Poster Presentation HUPO 2019 - 18th Human Proteome Organization World Congress

A multi-instrument, longitudinal assessment of high-throughput proteomics using 1,560 SWATH-MS profiles from standardised cancer tissue samples (#788)

Rebecca C Poulos 1 , Peter G Hains 1 , Rohan Shah 1 , Natasha Lucas 1 , Dylan Xavier 1 , Sadia Mahboob 1 , Max Wittman 1 , Jennifer MS Koh 1 , Steven G Williams 1 , Srikanth Manda 1 , Michael Hecker 1 , Asim Anees 1 , Michael Dausmann 1 , Rosemary Balleine 1 , Jean Yang 2 , Terence P Speed 3 4 , Brett Tully 1 , Yansheng Liu 5 6 , Roger Reddel 1 , Phillip J Robinson 1 , Qing Zhong 1
  1. ProCan®, Children’s Medical Research Institute, The University of Sydney, Westmead, NSW, Australia
  2. School of Mathematics and Statistics, The University of Sydney, Sydney, NSW, Australia
  3. Bioinformatics Division, Walter and Eliza Hall Institute of Medical Research, Parkville, VIC, Australia
  4. Department of Mathematics and Statistics, University of Melbourne, Melbourne, VIC, Australia
  5. Department of Pharmacology, Yale University School of Medicine, New Haven, CT, USA
  6. Yale Cancer Biology Institute, Yale University, West Haven, CT, USA

SWATH mass spectrometry (MS)-based proteomics is a valuable tool for biomedical research.

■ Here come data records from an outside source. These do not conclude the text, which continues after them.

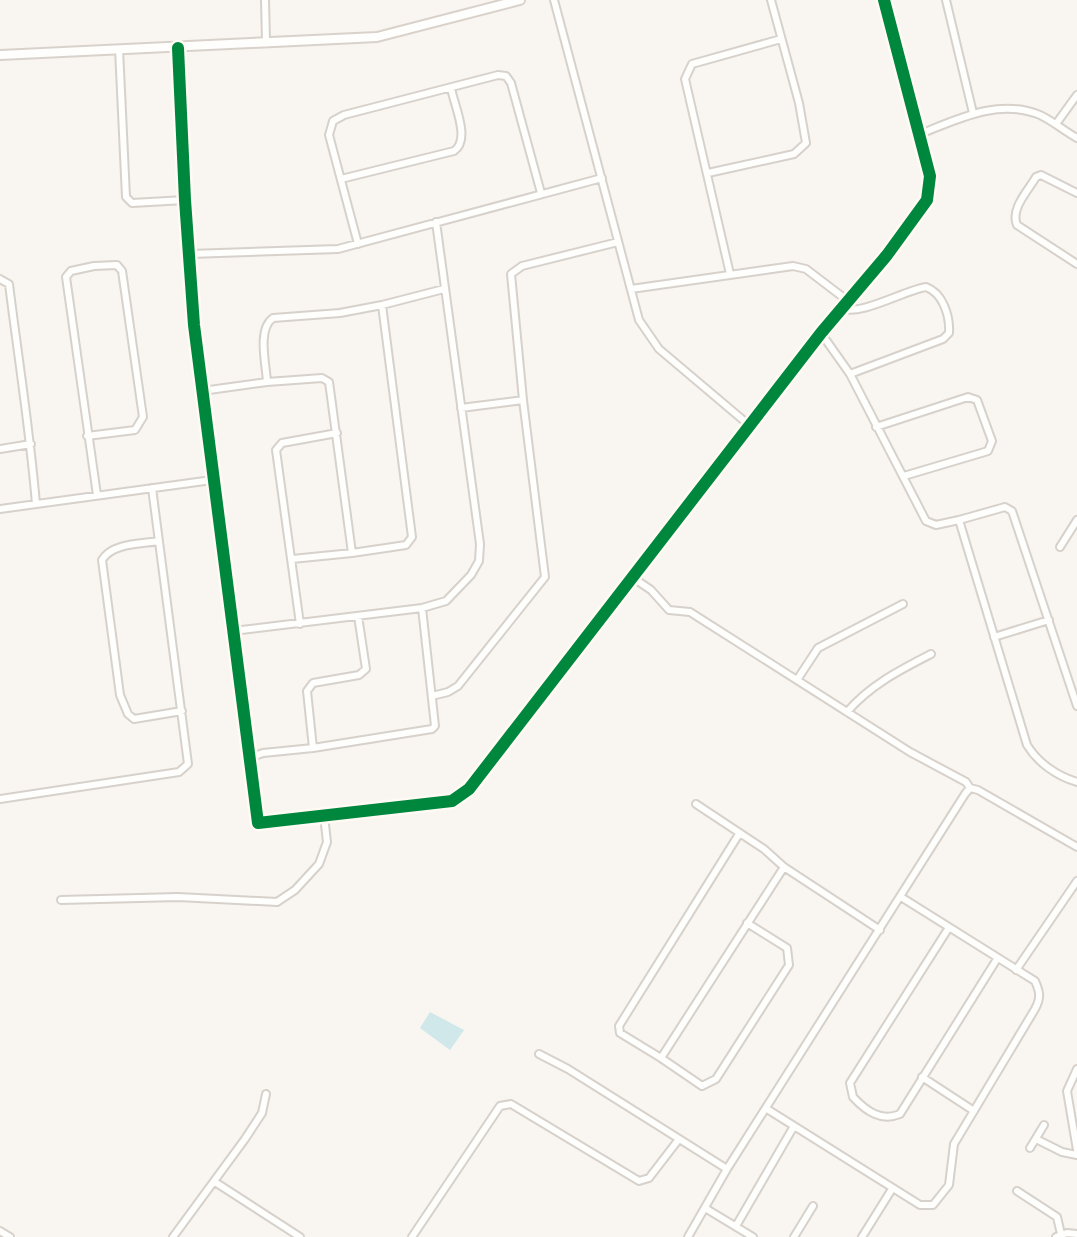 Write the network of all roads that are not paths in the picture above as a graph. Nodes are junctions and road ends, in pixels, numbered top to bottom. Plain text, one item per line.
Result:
1 (265, 0) edge
2 (520, 0) edge
3 (554, 0) edge
4 (771, 0) edge
5 (884, 0) edge
6 (946, 0) edge
7 (781, 39) junction
8 (266, 41) junction
9 (178, 48) junction
10 (119, 49) junction
11 (0, 55) edge
12 (451, 88) junction
13 (1077, 95) edge
14 (973, 113) junction
15 (1056, 124) junction
16 (920, 134) junction
17 (1077, 138) edge
18 (708, 173) junction
19 (602, 178) junction
20 (341, 179) junction
21 (541, 193) junction
22 (1077, 193) edge
23 (185, 200) junction
24 (436, 222) junction
25 (618, 242) junction
26 (358, 244) junction
27 (190, 254) junction
28 (1077, 264) edge
29 (730, 274) junction
30 (0, 279) edge
31 (444, 289) junction
32 (631, 289) junction
33 (848, 301) junction
34 (382, 305) junction
35 (841, 308) junction
36 (821, 333) junction
37 (850, 374) junction
38 (267, 382) junction
39 (202, 391) junction
40 (523, 400) junction
41 (461, 408) junction
42 (749, 425) junction
43 (876, 427) junction
44 (337, 433) junction
45 (87, 436) junction
46 (31, 444) junction
47 (0, 449) edge
48 (904, 476) junction
49 (212, 480) junction
50 (152, 488) junction
51 (97, 495) junction
52 (36, 504) junction
53 (0, 509) edge
54 (959, 520) junction
55 (1077, 520) edge
56 (159, 541) junction
57 (1060, 547) dead end
58 (352, 553) junction
59 (292, 559) junction
60 (632, 577) junction
61 (903, 604) dead end
62 (422, 608) junction
63 (358, 616) junction
64 (1049, 620) junction
65 (300, 624) junction
66 (233, 631) junction
67 (994, 637) junction
68 (931, 654) dead end
69 (797, 680) junction
70 (432, 696) junction
71 (1077, 706) edge
72 (182, 711) junction
73 (847, 712) junction
74 (313, 748) junction
75 (249, 758) junction
76 (1077, 782) edge
77 (970, 788) junction
78 (0, 799) edge
79 (696, 804) dead end
80 (324, 816) junction
81 (739, 834) junction
82 (1077, 847) edge
83 (784, 867) junction
84 (1077, 881) edge
85 (901, 897) junction
86 (61, 900) dead end
87 (747, 923) junction
88 (948, 929) junction
89 (880, 930) junction
90 (997, 959) junction
91 (1016, 970) junction
92 (539, 1054) dead end
93 (661, 1058) junction
94 (1077, 1069) edge
95 (922, 1077) junction
96 (1067, 1091) junction
97 (266, 1094) dead end
98 (1077, 1096) edge
99 (767, 1109) junction
100 (974, 1111) junction
101 (1044, 1125) dead end
102 (794, 1126) junction
103 (679, 1139) junction
104 (1036, 1139) junction
105 (1030, 1148) dead end
106 (1077, 1152) edge
107 (727, 1169) junction
108 (215, 1182) junction
109 (892, 1189) junction
110 (1017, 1191) dead end
111 (813, 1206) dead end
112 (705, 1208) junction
113 (736, 1226) junction
114 (288, 1229) junction
115 (0, 1231) edge
116 (1077, 1234) edge
117 (1058, 1235) edge
118 (10, 1237) edge
119 (175, 1237) edge
120 (282, 1237) edge
121 (300, 1237) edge
122 (412, 1237) edge
123 (688, 1237) edge
124 (753, 1237) edge
125 (794, 1237) edge
126 (863, 1237) edge

1 - 8 street
2 - 8 street
3 - 19 street
4 - 7 street
5 - 16 street
6 - 14 street
7 - 18 street
7 - 18 street
8 - 9 street
9 - 10 street
9 - 23 street
10 - 11 street
10 - 23 street
12 - 20 street
12 - 20 street
12 - 21 street
13 - 15 street
14 - 15 street
14 - 16 street
15 - 17 street
16 - 33 street
18 - 29 street
19 - 21 street
19 - 25 street
20 - 26 street
21 - 24 street
22 - 28 street
23 - 27 street
24 - 26 street
24 - 31 street
25 - 32 street
25 - 40 street
26 - 27 street
27 - 39 street
29 - 32 street
29 - 33 street
30 - 46 street
31 - 34 street
31 - 41 street
32 - 42 street
33 - 35 street
34 - 38 street
34 - 58 street
35 - 36 street
35 - 37 street
36 - 37 street
36 - 42 street
37 - 43 street
38 - 39 street
38 - 44 street
39 - 49 street
40 - 41 street
40 - 70 street
41 - 62 street
42 - 60 street
43 - 48 street
43 - 48 street
44 - 58 street
44 - 59 street
45 - 45 street
45 - 51 street
46 - 47 street
46 - 52 street
48 - 54 street
49 - 50 street
49 - 66 street
50 - 51 street
50 - 56 street
51 - 52 street
52 - 53 street
54 - 64 street
54 - 67 street
55 - 57 street
56 - 72 street
56 - 72 street
58 - 59 street
59 - 65 street
60 - 69 street
60 - 80 street
61 - 69 street
62 - 63 street
62 - 70 street
63 - 65 street
63 - 74 street
64 - 67 street
64 - 71 street
65 - 66 street
66 - 75 street
67 - 76 street
68 - 73 street
69 - 73 street
70 - 74 street
72 - 78 street
73 - 77 street
74 - 75 street
75 - 80 street
77 - 82 street
77 - 85 street
79 - 81 street
80 - 86 street
81 - 83 street
81 - 93 street
83 - 87 street
83 - 89 street
84 - 91 street
85 - 88 street
85 - 89 street
87 - 93 street
87 - 93 street
88 - 90 street
88 - 95 street
89 - 99 street
90 - 91 street
90 - 95 street
91 - 100 street
92 - 103 street
94 - 96 street
95 - 100 street
96 - 98 street
96 - 106 street
97 - 108 street
99 - 102 street
99 - 107 street
100 - 109 street
101 - 104 street
102 - 109 street
102 - 113 street
103 - 107 street
103 - 122 street
104 - 105 street
104 - 106 street
107 - 112 street
108 - 114 street
108 - 119 street
109 - 126 street
110 - 117 street
111 - 125 street
112 - 113 street
112 - 123 street
113 - 124 street
114 - 120 street
114 - 121 street
115 - 118 street
116 - 117 street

A selection of landmark studies have examined high-throughput SWATH-MS. However, industrial-scale reproducible proteomic measurements across multiple instruments, over time in a single laboratory, have not been investigated. To this end, with a cautious study design, we acquired 1,560 SWATH-MS runs using six SCIEX 6600 TripleTOFs. These instruments operated in harmony at ProCan over a four-month period, collecting approximately 5,500 additional MS runs in the interim to reflect a real-world scenario. Our experimental samples were a dilution series containing prostate cancer in fixed proportion (50%), with a variable fraction of ovarian cancer (3.125% - 50%) offset by yeast. We identified 6,865 proteins in a combined spectral library generated from pooled DIA runs searched with Mascot, X!Tandem and MSGF+. Our proteomic data were processed using OpenSWATH, with PyProphet for FDR-control. The median unnormalised coefficient of variation measured within a single instrument during the first experimental week approximated 10%. We applied RUV-III (Remove Unwanted Variation) for experiment-wide normalisation to correct for machine, temporal and unknown batch effects. We then evaluated and demonstrated the benefits of imputing missing values with non-missing measurements from technical replicates spanning multiple instruments. After normalisation, we observed a strong linear relationship between the ovarian tissue proportion in a sample and intensity of ovarian-specific peptides. Moreover, we assessed the sample sizes required to overcome technical variation in order to identify significantly different peptide intensities across dilutions. Finally, we applied machine learning to predict ovarian tissue concentration in each sample with high accuracy. We have produced large-scale SWATH-MS data, obtained over time across multiple instruments with varying maintenance schedules. We establish for the first time, that such measurements can be effectively integrated and analysed using appropriate statistical methods, to enable the reproducible and high-throughput proteomics required for precision medicine.